PROBLEM REQUIREMENTS: Give the number of lines in the records below that include "than", and nothing more.

SOURCE RECORDS:
------
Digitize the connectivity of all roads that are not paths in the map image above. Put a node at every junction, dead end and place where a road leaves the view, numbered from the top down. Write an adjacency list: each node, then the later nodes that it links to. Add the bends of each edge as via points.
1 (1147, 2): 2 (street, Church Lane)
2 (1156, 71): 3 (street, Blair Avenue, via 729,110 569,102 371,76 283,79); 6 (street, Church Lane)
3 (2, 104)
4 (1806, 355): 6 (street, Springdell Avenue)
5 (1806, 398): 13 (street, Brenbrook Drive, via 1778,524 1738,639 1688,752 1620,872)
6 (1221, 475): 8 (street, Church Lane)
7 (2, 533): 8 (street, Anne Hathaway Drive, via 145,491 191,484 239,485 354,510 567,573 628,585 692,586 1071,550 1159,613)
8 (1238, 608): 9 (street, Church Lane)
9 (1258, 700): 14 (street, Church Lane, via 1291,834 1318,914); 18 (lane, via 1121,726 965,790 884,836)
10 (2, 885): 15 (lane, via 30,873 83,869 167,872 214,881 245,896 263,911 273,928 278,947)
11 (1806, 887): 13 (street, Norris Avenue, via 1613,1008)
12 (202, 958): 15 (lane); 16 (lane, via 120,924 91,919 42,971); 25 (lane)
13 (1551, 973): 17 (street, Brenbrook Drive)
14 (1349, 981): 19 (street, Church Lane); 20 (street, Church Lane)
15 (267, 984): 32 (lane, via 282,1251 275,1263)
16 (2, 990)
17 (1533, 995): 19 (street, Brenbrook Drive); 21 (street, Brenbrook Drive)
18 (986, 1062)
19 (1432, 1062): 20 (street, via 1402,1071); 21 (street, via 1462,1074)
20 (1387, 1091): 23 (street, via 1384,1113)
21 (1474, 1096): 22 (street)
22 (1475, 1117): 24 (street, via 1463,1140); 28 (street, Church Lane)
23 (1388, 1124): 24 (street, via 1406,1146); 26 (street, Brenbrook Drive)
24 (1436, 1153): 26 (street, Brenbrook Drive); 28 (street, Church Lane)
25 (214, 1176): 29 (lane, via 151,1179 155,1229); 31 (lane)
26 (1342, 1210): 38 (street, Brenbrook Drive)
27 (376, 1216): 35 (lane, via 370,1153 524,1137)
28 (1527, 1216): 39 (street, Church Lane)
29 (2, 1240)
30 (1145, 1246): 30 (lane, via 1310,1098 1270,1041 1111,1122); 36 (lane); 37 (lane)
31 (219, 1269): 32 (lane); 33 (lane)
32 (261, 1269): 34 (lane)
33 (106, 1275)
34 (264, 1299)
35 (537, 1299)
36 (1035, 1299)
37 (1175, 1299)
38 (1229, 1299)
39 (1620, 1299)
------
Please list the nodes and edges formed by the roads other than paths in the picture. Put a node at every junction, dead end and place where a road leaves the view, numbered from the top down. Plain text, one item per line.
------
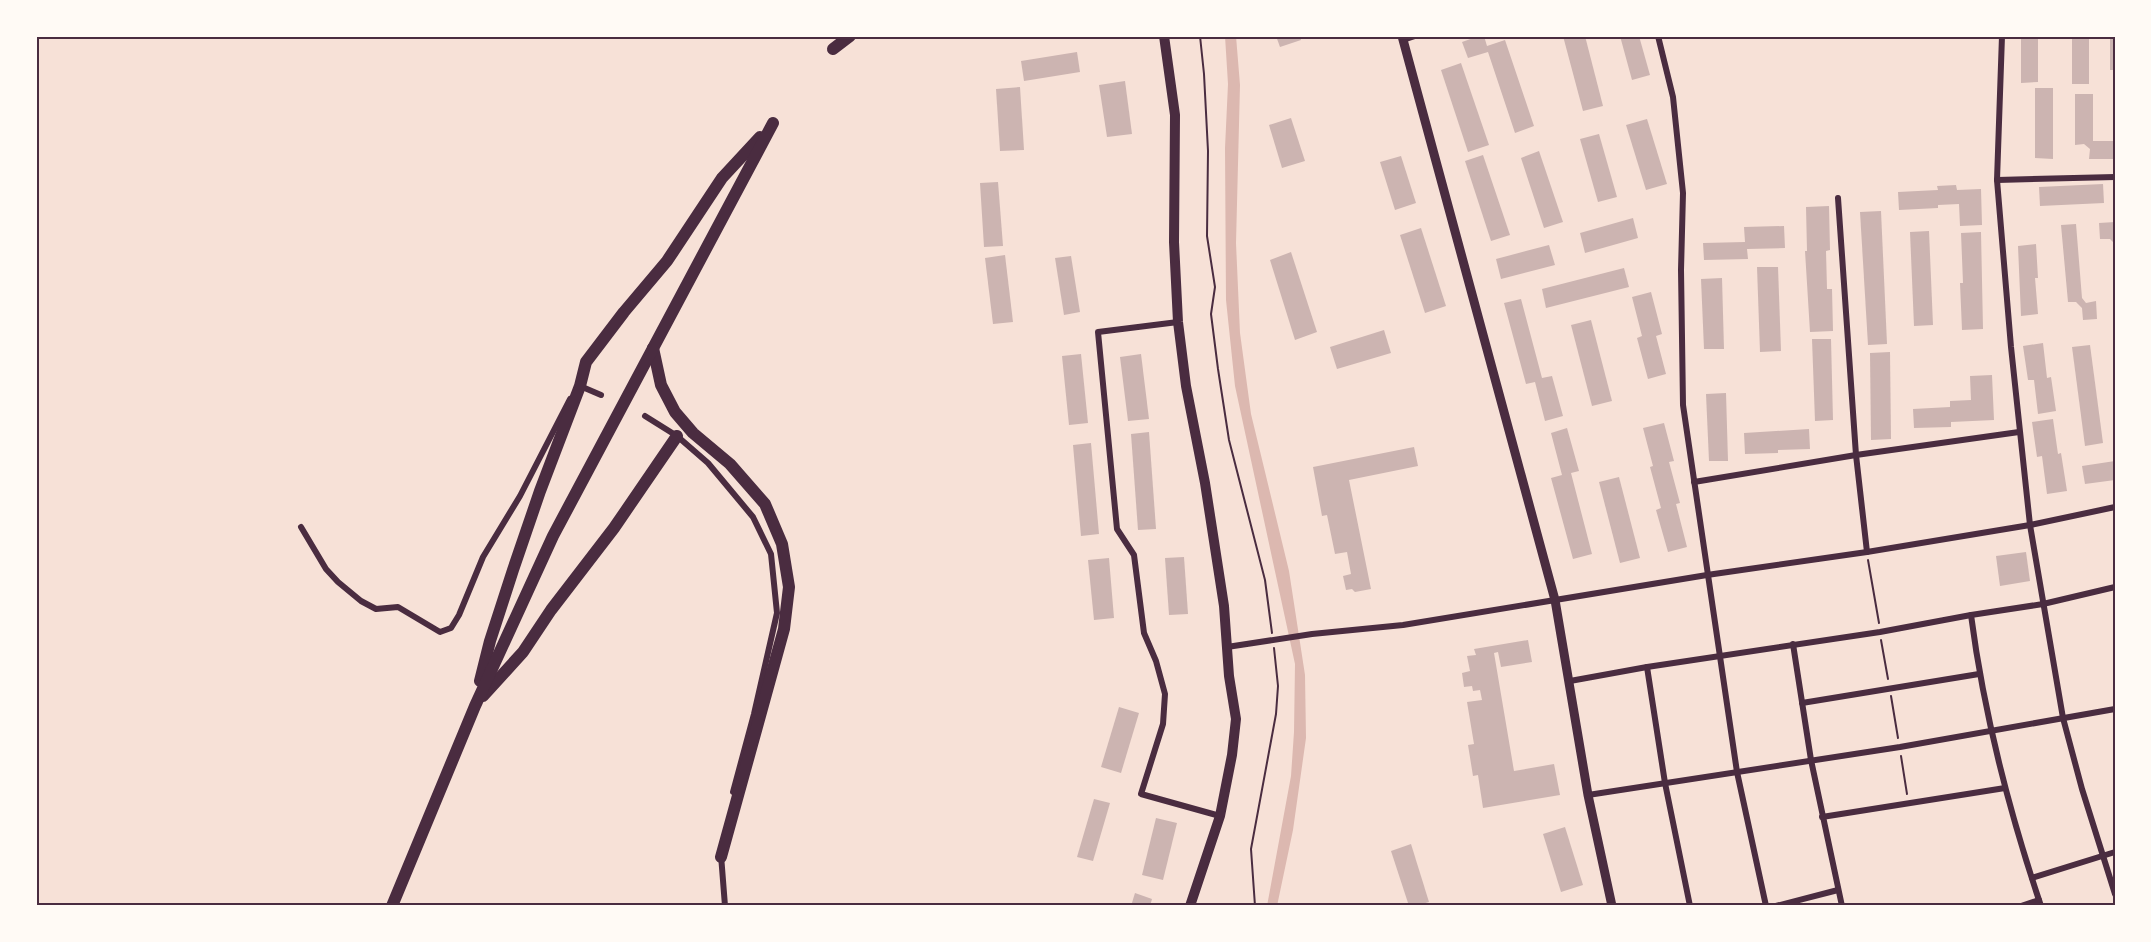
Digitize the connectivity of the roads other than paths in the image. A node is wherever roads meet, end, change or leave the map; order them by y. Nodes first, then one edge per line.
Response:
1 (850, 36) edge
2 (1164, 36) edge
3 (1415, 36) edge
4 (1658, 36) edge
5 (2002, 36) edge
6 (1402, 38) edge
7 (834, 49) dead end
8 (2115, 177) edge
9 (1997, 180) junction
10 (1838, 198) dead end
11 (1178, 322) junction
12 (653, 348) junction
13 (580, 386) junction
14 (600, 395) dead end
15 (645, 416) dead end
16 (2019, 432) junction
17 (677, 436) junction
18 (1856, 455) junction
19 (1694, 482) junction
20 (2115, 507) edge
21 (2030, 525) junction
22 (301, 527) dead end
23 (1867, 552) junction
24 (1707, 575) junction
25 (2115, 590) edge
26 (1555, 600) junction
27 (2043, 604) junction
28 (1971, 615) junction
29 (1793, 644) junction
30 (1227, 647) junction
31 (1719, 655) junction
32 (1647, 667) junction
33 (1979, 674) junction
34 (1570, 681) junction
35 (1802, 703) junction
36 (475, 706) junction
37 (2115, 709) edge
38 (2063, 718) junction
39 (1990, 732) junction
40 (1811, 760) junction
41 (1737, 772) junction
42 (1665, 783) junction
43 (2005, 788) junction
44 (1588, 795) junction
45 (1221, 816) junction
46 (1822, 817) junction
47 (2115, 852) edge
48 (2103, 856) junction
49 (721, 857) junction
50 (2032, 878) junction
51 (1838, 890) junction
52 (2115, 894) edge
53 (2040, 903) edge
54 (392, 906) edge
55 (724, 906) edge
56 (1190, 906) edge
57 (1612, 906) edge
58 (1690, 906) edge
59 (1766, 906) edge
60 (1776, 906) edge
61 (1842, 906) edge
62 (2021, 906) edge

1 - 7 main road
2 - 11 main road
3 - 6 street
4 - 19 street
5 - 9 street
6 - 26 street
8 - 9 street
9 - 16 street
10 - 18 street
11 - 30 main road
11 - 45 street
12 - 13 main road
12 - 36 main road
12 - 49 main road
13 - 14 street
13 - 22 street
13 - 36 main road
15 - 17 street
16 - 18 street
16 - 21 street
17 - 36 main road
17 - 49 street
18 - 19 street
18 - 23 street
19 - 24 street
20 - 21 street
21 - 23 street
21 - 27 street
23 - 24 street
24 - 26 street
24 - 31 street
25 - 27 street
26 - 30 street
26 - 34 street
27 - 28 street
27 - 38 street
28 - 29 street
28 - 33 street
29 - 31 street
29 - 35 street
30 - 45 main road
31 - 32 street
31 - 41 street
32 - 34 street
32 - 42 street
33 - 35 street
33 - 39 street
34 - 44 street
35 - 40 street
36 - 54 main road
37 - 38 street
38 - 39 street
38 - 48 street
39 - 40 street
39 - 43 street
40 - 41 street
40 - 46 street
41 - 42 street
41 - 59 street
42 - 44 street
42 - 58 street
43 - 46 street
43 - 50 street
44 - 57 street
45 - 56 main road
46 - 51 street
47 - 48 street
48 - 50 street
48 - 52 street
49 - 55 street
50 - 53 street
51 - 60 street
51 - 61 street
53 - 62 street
------
ANSWER SPACE: 2